» **Supplied material**:

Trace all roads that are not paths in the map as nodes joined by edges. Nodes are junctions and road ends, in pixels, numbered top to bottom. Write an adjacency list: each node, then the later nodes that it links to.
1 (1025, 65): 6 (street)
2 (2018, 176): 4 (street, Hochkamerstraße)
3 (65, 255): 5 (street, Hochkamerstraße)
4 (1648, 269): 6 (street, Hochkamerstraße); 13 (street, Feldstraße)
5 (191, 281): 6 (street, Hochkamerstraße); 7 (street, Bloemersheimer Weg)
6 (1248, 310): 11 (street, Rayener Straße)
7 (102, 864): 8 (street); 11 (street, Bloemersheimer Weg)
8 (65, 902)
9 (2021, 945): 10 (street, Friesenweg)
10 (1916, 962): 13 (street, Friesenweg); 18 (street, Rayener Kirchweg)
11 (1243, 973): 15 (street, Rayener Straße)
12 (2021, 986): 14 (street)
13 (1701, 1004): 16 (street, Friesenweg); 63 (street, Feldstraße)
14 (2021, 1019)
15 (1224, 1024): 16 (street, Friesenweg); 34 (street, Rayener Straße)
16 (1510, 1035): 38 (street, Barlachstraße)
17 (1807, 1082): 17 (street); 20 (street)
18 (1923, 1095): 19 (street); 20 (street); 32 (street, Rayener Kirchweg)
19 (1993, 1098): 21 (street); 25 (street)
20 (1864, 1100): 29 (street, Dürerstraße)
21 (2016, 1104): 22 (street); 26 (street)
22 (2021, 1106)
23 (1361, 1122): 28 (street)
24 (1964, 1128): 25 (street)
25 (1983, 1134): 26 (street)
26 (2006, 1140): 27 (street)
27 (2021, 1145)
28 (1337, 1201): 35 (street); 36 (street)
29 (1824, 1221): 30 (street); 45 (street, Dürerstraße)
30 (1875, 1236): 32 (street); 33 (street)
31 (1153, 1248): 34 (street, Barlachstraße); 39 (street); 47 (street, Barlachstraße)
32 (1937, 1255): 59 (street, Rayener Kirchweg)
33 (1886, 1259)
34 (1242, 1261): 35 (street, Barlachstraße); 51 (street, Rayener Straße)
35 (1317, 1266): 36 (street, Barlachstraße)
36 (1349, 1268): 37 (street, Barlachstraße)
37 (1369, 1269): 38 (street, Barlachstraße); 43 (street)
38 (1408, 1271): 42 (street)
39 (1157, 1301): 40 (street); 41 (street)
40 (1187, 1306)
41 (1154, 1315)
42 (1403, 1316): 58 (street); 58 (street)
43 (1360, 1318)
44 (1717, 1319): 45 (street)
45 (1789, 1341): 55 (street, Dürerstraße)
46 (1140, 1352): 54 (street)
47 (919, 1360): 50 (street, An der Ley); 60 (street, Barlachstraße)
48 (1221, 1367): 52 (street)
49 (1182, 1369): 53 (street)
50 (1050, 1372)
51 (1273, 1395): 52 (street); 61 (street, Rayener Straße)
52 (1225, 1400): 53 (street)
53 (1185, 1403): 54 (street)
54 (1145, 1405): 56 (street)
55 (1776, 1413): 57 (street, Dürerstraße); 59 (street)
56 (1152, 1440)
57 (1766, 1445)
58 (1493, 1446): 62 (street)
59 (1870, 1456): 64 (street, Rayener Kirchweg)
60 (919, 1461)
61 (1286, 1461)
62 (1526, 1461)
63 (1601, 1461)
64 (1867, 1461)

» **Goal of the exercise**:
Your response must contain all of the records, copied exactly.

» **Response to this task**:
Trace all roads that are not paths in the map as nodes joined by edges. Nodes are junctions and road ends, in pixels, numbered top to bottom. Write an adjacency list: each node, then the later nodes that it links to.
1 (1025, 65): 6 (street)
2 (2018, 176): 4 (street, Hochkamerstraße)
3 (65, 255): 5 (street, Hochkamerstraße)
4 (1648, 269): 6 (street, Hochkamerstraße); 13 (street, Feldstraße)
5 (191, 281): 6 (street, Hochkamerstraße); 7 (street, Bloemersheimer Weg)
6 (1248, 310): 11 (street, Rayener Straße)
7 (102, 864): 8 (street); 11 (street, Bloemersheimer Weg)
8 (65, 902)
9 (2021, 945): 10 (street, Friesenweg)
10 (1916, 962): 13 (street, Friesenweg); 18 (street, Rayener Kirchweg)
11 (1243, 973): 15 (street, Rayener Straße)
12 (2021, 986): 14 (street)
13 (1701, 1004): 16 (street, Friesenweg); 63 (street, Feldstraße)
14 (2021, 1019)
15 (1224, 1024): 16 (street, Friesenweg); 34 (street, Rayener Straße)
16 (1510, 1035): 38 (street, Barlachstraße)
17 (1807, 1082): 17 (street); 20 (street)
18 (1923, 1095): 19 (street); 20 (street); 32 (street, Rayener Kirchweg)
19 (1993, 1098): 21 (street); 25 (street)
20 (1864, 1100): 29 (street, Dürerstraße)
21 (2016, 1104): 22 (street); 26 (street)
22 (2021, 1106)
23 (1361, 1122): 28 (street)
24 (1964, 1128): 25 (street)
25 (1983, 1134): 26 (street)
26 (2006, 1140): 27 (street)
27 (2021, 1145)
28 (1337, 1201): 35 (street); 36 (street)
29 (1824, 1221): 30 (street); 45 (street, Dürerstraße)
30 (1875, 1236): 32 (street); 33 (street)
31 (1153, 1248): 34 (street, Barlachstraße); 39 (street); 47 (street, Barlachstraße)
32 (1937, 1255): 59 (street, Rayener Kirchweg)
33 (1886, 1259)
34 (1242, 1261): 35 (street, Barlachstraße); 51 (street, Rayener Straße)
35 (1317, 1266): 36 (street, Barlachstraße)
36 (1349, 1268): 37 (street, Barlachstraße)
37 (1369, 1269): 38 (street, Barlachstraße); 43 (street)
38 (1408, 1271): 42 (street)
39 (1157, 1301): 40 (street); 41 (street)
40 (1187, 1306)
41 (1154, 1315)
42 (1403, 1316): 58 (street); 58 (street)
43 (1360, 1318)
44 (1717, 1319): 45 (street)
45 (1789, 1341): 55 (street, Dürerstraße)
46 (1140, 1352): 54 (street)
47 (919, 1360): 50 (street, An der Ley); 60 (street, Barlachstraße)
48 (1221, 1367): 52 (street)
49 (1182, 1369): 53 (street)
50 (1050, 1372)
51 (1273, 1395): 52 (street); 61 (street, Rayener Straße)
52 (1225, 1400): 53 (street)
53 (1185, 1403): 54 (street)
54 (1145, 1405): 56 (street)
55 (1776, 1413): 57 (street, Dürerstraße); 59 (street)
56 (1152, 1440)
57 (1766, 1445)
58 (1493, 1446): 62 (street)
59 (1870, 1456): 64 (street, Rayener Kirchweg)
60 (919, 1461)
61 (1286, 1461)
62 (1526, 1461)
63 (1601, 1461)
64 (1867, 1461)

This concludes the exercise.